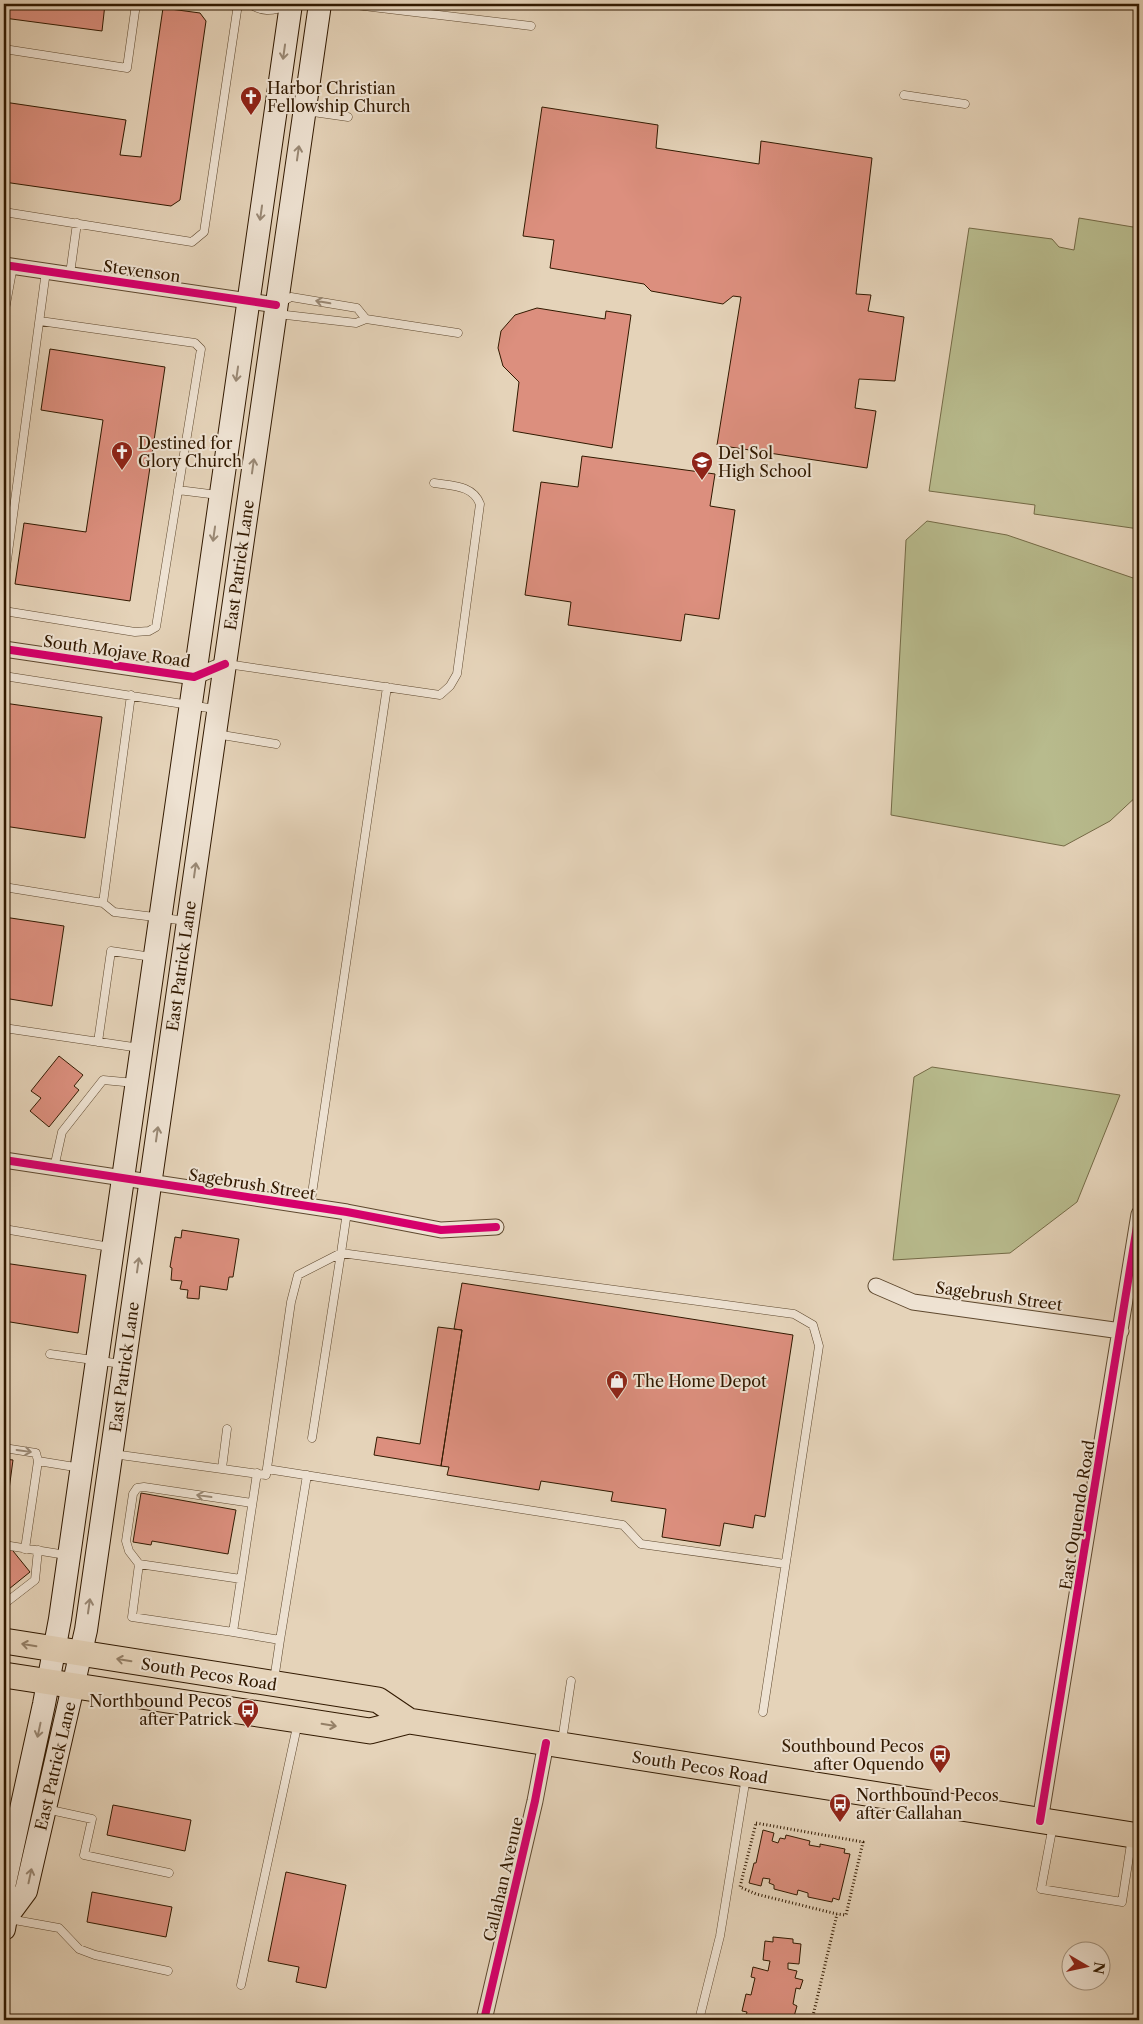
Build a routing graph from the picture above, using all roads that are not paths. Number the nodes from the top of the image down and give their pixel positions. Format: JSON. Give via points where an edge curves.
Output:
{"nodes":[{"id":1,"x":136,"y":4,"type":"edge"},
{"id":2,"x":238,"y":4,"type":"edge"},
{"id":3,"x":250,"y":4,"type":"edge"},
{"id":4,"x":291,"y":4,"type":"edge"},
{"id":5,"x":320,"y":4,"type":"edge"},
{"id":6,"x":347,"y":4,"type":"edge"},
{"id":7,"x":531,"y":26,"type":"dead end"},
{"id":8,"x":4,"y":49,"type":"edge"},
{"id":9,"x":904,"y":95,"type":"dead end"},
{"id":10,"x":965,"y":104,"type":"dead end"},
{"id":11,"x":304,"y":110,"type":"junction"},
{"id":12,"x":348,"y":117,"type":"dead end"},
{"id":13,"x":4,"y":212,"type":"edge"},
{"id":14,"x":77,"y":224,"type":"junction"},
{"id":15,"x":8,"y":265,"type":"edge"},
{"id":16,"x":46,"y":271,"type":"junction"},
{"id":17,"x":70,"y":274,"type":"junction"},
{"id":18,"x":248,"y":300,"type":"junction"},
{"id":19,"x":276,"y":305,"type":"junction"},
{"id":20,"x":4,"y":315,"type":"edge"},
{"id":21,"x":366,"y":319,"type":"junction"},
{"id":22,"x":40,"y":321,"type":"junction"},
{"id":23,"x":458,"y":333,"type":"dead end"},
{"id":24,"x":434,"y":483,"type":"dead end"},
{"id":25,"x":178,"y":490,"type":"junction"},
{"id":26,"x":220,"y":495,"type":"junction"},
{"id":27,"x":4,"y":582,"type":"edge"},
{"id":28,"x":4,"y":611,"type":"edge"},
{"id":29,"x":4,"y":649,"type":"edge"},
{"id":30,"x":224,"y":664,"type":"junction"},
{"id":31,"x":4,"y":676,"type":"edge"},
{"id":32,"x":194,"y":677,"type":"junction"},
{"id":33,"x":387,"y":687,"type":"junction"},
{"id":34,"x":131,"y":696,"type":"junction"},
{"id":35,"x":190,"y":705,"type":"junction"},
{"id":36,"x":217,"y":709,"type":"junction"},
{"id":37,"x":214,"y":734,"type":"junction"},
{"id":38,"x":276,"y":744,"type":"dead end"},
{"id":39,"x":4,"y":888,"type":"edge"},
{"id":40,"x":103,"y":903,"type":"junction"},
{"id":41,"x":160,"y":918,"type":"junction"},
{"id":42,"x":187,"y":921,"type":"junction"},
{"id":43,"x":154,"y":957,"type":"junction"},
{"id":44,"x":4,"y":1028,"type":"edge"},
{"id":45,"x":98,"y":1042,"type":"junction"},
{"id":46,"x":141,"y":1048,"type":"junction"},
{"id":47,"x":137,"y":1084,"type":"junction"},
{"id":48,"x":4,"y":1160,"type":"edge"},
{"id":49,"x":54,"y":1168,"type":"junction"},
{"id":50,"x":123,"y":1179,"type":"junction"},
{"id":51,"x":150,"y":1183,"type":"junction"},
{"id":52,"x":310,"y":1207,"type":"junction"},
{"id":53,"x":347,"y":1212,"type":"junction"},
{"id":54,"x":1139,"y":1214,"type":"edge"},
{"id":55,"x":496,"y":1227,"type":"dead end"},
{"id":56,"x":4,"y":1230,"type":"edge"},
{"id":57,"x":113,"y":1248,"type":"junction"},
{"id":58,"x":341,"y":1253,"type":"junction"},
{"id":59,"x":876,"y":1286,"type":"dead end"},
{"id":60,"x":1121,"y":1331,"type":"junction"},
{"id":61,"x":50,"y":1354,"type":"dead end"},
{"id":62,"x":97,"y":1360,"type":"junction"},
{"id":63,"x":124,"y":1364,"type":"junction"},
{"id":64,"x":228,"y":1429,"type":"dead end"},
{"id":65,"x":312,"y":1438,"type":"dead end"},
{"id":66,"x":4,"y":1448,"type":"edge"},
{"id":67,"x":111,"y":1453,"type":"junction"},
{"id":68,"x":38,"y":1462,"type":"junction"},
{"id":69,"x":81,"y":1468,"type":"junction"},
{"id":70,"x":222,"y":1468,"type":"junction"},
{"id":71,"x":267,"y":1469,"type":"junction"},
{"id":72,"x":257,"y":1473,"type":"junction"},
{"id":73,"x":307,"y":1475,"type":"junction"},
{"id":74,"x":252,"y":1503,"type":"junction"},
{"id":75,"x":4,"y":1545,"type":"edge"},
{"id":76,"x":25,"y":1549,"type":"junction"},
{"id":77,"x":38,"y":1550,"type":"junction"},
{"id":78,"x":68,"y":1555,"type":"junction"},
{"id":79,"x":139,"y":1564,"type":"junction"},
{"id":80,"x":785,"y":1564,"type":"junction"},
{"id":81,"x":241,"y":1579,"type":"junction"},
{"id":82,"x":4,"y":1604,"type":"edge"},
{"id":83,"x":233,"y":1632,"type":"junction"},
{"id":84,"x":280,"y":1640,"type":"junction"},
{"id":85,"x":4,"y":1641,"type":"edge"},
{"id":86,"x":55,"y":1649,"type":"junction"},
{"id":87,"x":81,"y":1654,"type":"junction"},
{"id":88,"x":4,"y":1675,"type":"edge"},
{"id":89,"x":49,"y":1682,"type":"junction"},
{"id":90,"x":571,"y":1682,"type":"dead end"},
{"id":91,"x":274,"y":1684,"type":"junction"},
{"id":92,"x":74,"y":1686,"type":"junction"},
{"id":93,"x":763,"y":1712,"type":"dead end"},
{"id":94,"x":299,"y":1720,"type":"junction"},
{"id":95,"x":409,"y":1721,"type":"junction"},
{"id":96,"x":553,"y":1744,"type":"junction"},
{"id":97,"x":746,"y":1775,"type":"junction"},
{"id":98,"x":44,"y":1809,"type":"junction"},
{"id":99,"x":1047,"y":1822,"type":"junction"},
{"id":100,"x":1136,"y":1836,"type":"edge"},
{"id":101,"x":169,"y":1873,"type":"dead end"},
{"id":102,"x":5,"y":1924,"type":"edge"},
{"id":103,"x":168,"y":1971,"type":"dead end"},
{"id":104,"x":241,"y":1985,"type":"dead end"},
{"id":105,"x":484,"y":2020,"type":"edge"},
{"id":106,"x":699,"y":2020,"type":"edge"}],
"edges":[{"from":1,"to":8,"type":"lane","via":[[127,68]]},
{"from":2,"to":14,"type":"lane","via":[[204,232],[192,242]]},
{"from":3,"to":4,"type":"lane","via":[[276,11]]},
{"from":4,"to":18,"type":"main road","name":"East Patrick Lane","one_way":true},
{"from":5,"to":11,"type":"main road","name":"East Patrick Lane"},
{"from":6,"to":7,"type":"lane"},
{"from":9,"to":10,"type":"lane"},
{"from":11,"to":12,"type":"lane"},
{"from":19,"to":11,"type":"main road","name":"East Patrick Lane","one_way":true},
{"from":13,"to":14,"type":"lane"},
{"from":14,"to":17,"type":"lane"},
{"from":15,"to":16,"type":"street","name":"Stevenson"},
{"from":15,"to":20,"type":"lane"},
{"from":16,"to":17,"type":"street","name":"Stevenson"},
{"from":16,"to":22,"type":"lane"},
{"from":17,"to":18,"type":"street","name":"Stevenson"},
{"from":18,"to":19,"type":"street","name":"Stevenson"},
{"from":18,"to":26,"type":"main road","name":"East Patrick Lane","one_way":true},
{"from":19,"to":21,"type":"lane","via":[[286,315],[356,323]]},
{"from":21,"to":19,"type":"lane","one_way":true,"via":[[357,308],[291,297]]},
{"from":30,"to":19,"type":"main road","name":"East Patrick Lane","one_way":true},
{"from":21,"to":23,"type":"lane"},
{"from":22,"to":25,"type":"lane","via":[[195,343],[200,349]]},
{"from":22,"to":27,"type":"lane"},
{"from":24,"to":33,"type":"lane","via":[[465,488],[477,496],[480,504],[457,674],[440,695]]},
{"from":25,"to":26,"type":"lane"},
{"from":25,"to":28,"type":"lane","via":[[156,627],[135,632]]},
{"from":26,"to":32,"type":"main road","name":"East Patrick Lane","one_way":true},
{"from":29,"to":32,"type":"street","name":"South Mojave Road"},
{"from":30,"to":32,"type":"street","name":"South Mojave Road"},
{"from":30,"to":33,"type":"lane"},
{"from":30,"to":36,"type":"main road","name":"East Patrick Lane"},
{"from":31,"to":34,"type":"lane"},
{"from":32,"to":35,"type":"main road","name":"East Patrick Lane"},
{"from":33,"to":52,"type":"lane"},
{"from":34,"to":35,"type":"lane"},
{"from":34,"to":40,"type":"lane"},
{"from":35,"to":36,"type":"lane"},
{"from":35,"to":41,"type":"main road","name":"East Patrick Lane"},
{"from":36,"to":37,"type":"main road","name":"East Patrick Lane"},
{"from":37,"to":38,"type":"lane"},
{"from":42,"to":37,"type":"main road","name":"East Patrick Lane","one_way":true},
{"from":39,"to":40,"type":"lane"},
{"from":40,"to":41,"type":"lane","via":[[114,912]]},
{"from":41,"to":42,"type":"lane"},
{"from":41,"to":43,"type":"main road","name":"East Patrick Lane"},
{"from":51,"to":42,"type":"main road","name":"East Patrick Lane","one_way":true},
{"from":43,"to":45,"type":"lane","via":[[112,951]]},
{"from":43,"to":46,"type":"main road","name":"East Patrick Lane"},
{"from":44,"to":45,"type":"lane"},
{"from":45,"to":46,"type":"lane"},
{"from":46,"to":47,"type":"main road","name":"East Patrick Lane"},
{"from":47,"to":49,"type":"lane","via":[[103,1080],[62,1132]]},
{"from":47,"to":50,"type":"main road","name":"East Patrick Lane"},
{"from":48,"to":49,"type":"street","name":"Sagebrush Street"},
{"from":49,"to":50,"type":"street","name":"Sagebrush Street"},
{"from":50,"to":51,"type":"street","name":"Sagebrush Street"},
{"from":50,"to":57,"type":"main road","name":"East Patrick Lane"},
{"from":51,"to":52,"type":"street","name":"Sagebrush Street"},
{"from":63,"to":51,"type":"main road","name":"East Patrick Lane","one_way":true},
{"from":52,"to":53,"type":"street","name":"Sagebrush Street"},
{"from":53,"to":55,"type":"street","name":"Sagebrush Street","via":[[441,1230]]},
{"from":53,"to":58,"type":"lane"},
{"from":54,"to":60,"type":"street","name":"East Oquendo Road"},
{"from":56,"to":57,"type":"lane"},
{"from":57,"to":62,"type":"main road","name":"East Patrick Lane"},
{"from":58,"to":65,"type":"lane"},
{"from":58,"to":71,"type":"lane","via":[[298,1275],[291,1302]]},
{"from":58,"to":80,"type":"lane","via":[[794,1314],[814,1326],[819,1346]]},
{"from":59,"to":60,"type":"street","name":"Sagebrush Street","via":[[913,1302]]},
{"from":60,"to":99,"type":"street","name":"East Oquendo Road"},
{"from":61,"to":62,"type":"lane"},
{"from":62,"to":63,"type":"lane"},
{"from":62,"to":69,"type":"main road","name":"East Patrick Lane"},
{"from":63,"to":67,"type":"main road","name":"East Patrick Lane"},
{"from":64,"to":70,"type":"lane"},
{"from":66,"to":68,"type":"lane","one_way":true,"via":[[36,1453]]},
{"from":67,"to":70,"type":"lane"},
{"from":87,"to":67,"type":"main road","name":"East Patrick Lane","one_way":true},
{"from":68,"to":69,"type":"lane"},
{"from":68,"to":76,"type":"lane"},
{"from":69,"to":78,"type":"main road","name":"East Patrick Lane"},
{"from":70,"to":72,"type":"lane"},
{"from":71,"to":72,"type":"lane","via":[[266,1475]]},
{"from":71,"to":73,"type":"lane"},
{"from":72,"to":74,"type":"lane"},
{"from":73,"to":80,"type":"lane","via":[[623,1525],[641,1544]]},
{"from":73,"to":84,"type":"lane"},
{"from":74,"to":79,"type":"lane","one_way":true,"via":[[137,1488],[133,1494],[126,1542]]},
{"from":74,"to":81,"type":"lane"},
{"from":75,"to":76,"type":"lane"},
{"from":76,"to":77,"type":"lane"},
{"from":77,"to":78,"type":"lane"},
{"from":77,"to":82,"type":"lane","via":[[35,1580]]},
{"from":78,"to":86,"type":"main road","name":"East Patrick Lane"},
{"from":79,"to":81,"type":"lane"},
{"from":79,"to":83,"type":"lane","via":[[132,1616]]},
{"from":80,"to":93,"type":"lane"},
{"from":81,"to":83,"type":"lane"},
{"from":83,"to":84,"type":"lane"},
{"from":84,"to":91,"type":"lane"},
{"from":86,"to":85,"type":"main road","name":"South Pecos Road","one_way":true},
{"from":86,"to":87,"type":"main road","name":"South Pecos Road"},
{"from":86,"to":89,"type":"main road","name":"East Patrick Lane"},
{"from":91,"to":87,"type":"main road","name":"South Pecos Road","one_way":true},
{"from":87,"to":92,"type":"main road","name":"East Patrick Lane"},
{"from":88,"to":89,"type":"main road","name":"South Pecos Road"},
{"from":89,"to":92,"type":"main road","name":"South Pecos Road"},
{"from":89,"to":102,"type":"main road","name":"East Patrick Lane","one_way":true,"via":[[4,1887]]},
{"from":90,"to":96,"type":"lane"},
{"from":91,"to":95,"type":"main road","name":"South Pecos Road","via":[[378,1700]]},
{"from":92,"to":94,"type":"main road","name":"South Pecos Road"},
{"from":92,"to":98,"type":"main road","name":"East Patrick Lane"},
{"from":94,"to":95,"type":"main road","name":"South Pecos Road","one_way":true,"via":[[370,1731]]},
{"from":94,"to":104,"type":"lane"},
{"from":95,"to":96,"type":"main road","name":"South Pecos Road"},
{"from":96,"to":97,"type":"main road","name":"South Pecos Road"},
{"from":96,"to":105,"type":"street","name":"Callahan Avenue","via":[[535,1801]]},
{"from":97,"to":99,"type":"main road","name":"South Pecos Road"},
{"from":97,"to":106,"type":"lane","via":[[720,1936]]},
{"from":98,"to":101,"type":"lane","via":[[92,1819],[84,1855]]},
{"from":102,"to":98,"type":"main road","name":"East Patrick Lane","one_way":true,"via":[[26,1891]]},
{"from":99,"to":100,"type":"main road","name":"South Pecos Road"},
{"from":99,"to":100,"type":"lane","via":[[1040,1889],[1068,1894],[1122,1902]]},
{"from":102,"to":103,"type":"lane","via":[[59,1928],[79,1949]]}]}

• **PROBLEM STATEMENT**
Your task is to collect every line above that contains the word "nodes".

• **THE ANSWER**
Build a routing graph from the picture above, using all roads that are not paths. Number the nodes from the top of the image down and give their pixel positions. Format: JSON. Give via points where an edge curves.
{"nodes":[{"id":1,"x":136,"y":4,"type":"edge"},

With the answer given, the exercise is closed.